__Work order__.
Check every line of the data and copy the ones where "dead" appears.

Top of Exercise materials

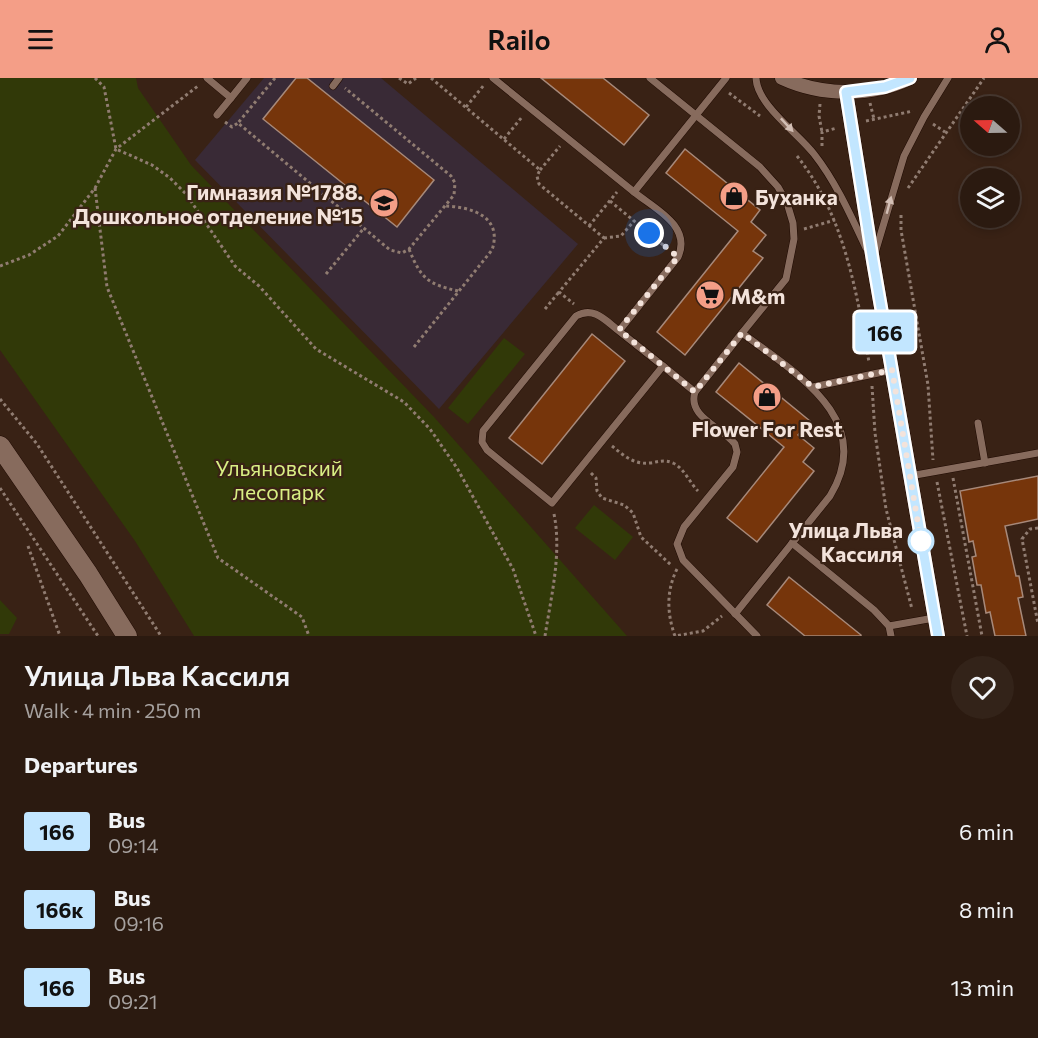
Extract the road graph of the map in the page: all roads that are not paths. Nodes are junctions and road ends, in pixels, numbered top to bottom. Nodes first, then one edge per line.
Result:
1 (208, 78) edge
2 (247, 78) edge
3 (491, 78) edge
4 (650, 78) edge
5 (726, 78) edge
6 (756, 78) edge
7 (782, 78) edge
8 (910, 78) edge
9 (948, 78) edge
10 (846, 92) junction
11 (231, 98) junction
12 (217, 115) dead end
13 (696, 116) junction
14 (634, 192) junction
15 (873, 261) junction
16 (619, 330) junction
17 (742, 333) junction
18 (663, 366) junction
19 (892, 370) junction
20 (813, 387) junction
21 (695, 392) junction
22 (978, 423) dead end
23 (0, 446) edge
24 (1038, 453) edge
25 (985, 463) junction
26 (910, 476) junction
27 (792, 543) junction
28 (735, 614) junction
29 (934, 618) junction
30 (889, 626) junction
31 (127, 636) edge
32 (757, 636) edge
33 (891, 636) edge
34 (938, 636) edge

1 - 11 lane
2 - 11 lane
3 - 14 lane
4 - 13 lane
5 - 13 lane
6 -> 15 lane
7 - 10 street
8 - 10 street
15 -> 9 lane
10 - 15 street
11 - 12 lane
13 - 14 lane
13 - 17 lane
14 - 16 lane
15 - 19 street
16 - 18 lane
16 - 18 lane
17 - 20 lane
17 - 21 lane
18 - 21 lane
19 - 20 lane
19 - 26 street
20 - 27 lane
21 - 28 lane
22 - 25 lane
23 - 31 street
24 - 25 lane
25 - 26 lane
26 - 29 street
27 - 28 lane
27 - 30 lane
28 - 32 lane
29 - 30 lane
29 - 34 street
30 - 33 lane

Bottom of Exercise materials

__Exercise result__.
12 (217, 115) dead end
22 (978, 423) dead end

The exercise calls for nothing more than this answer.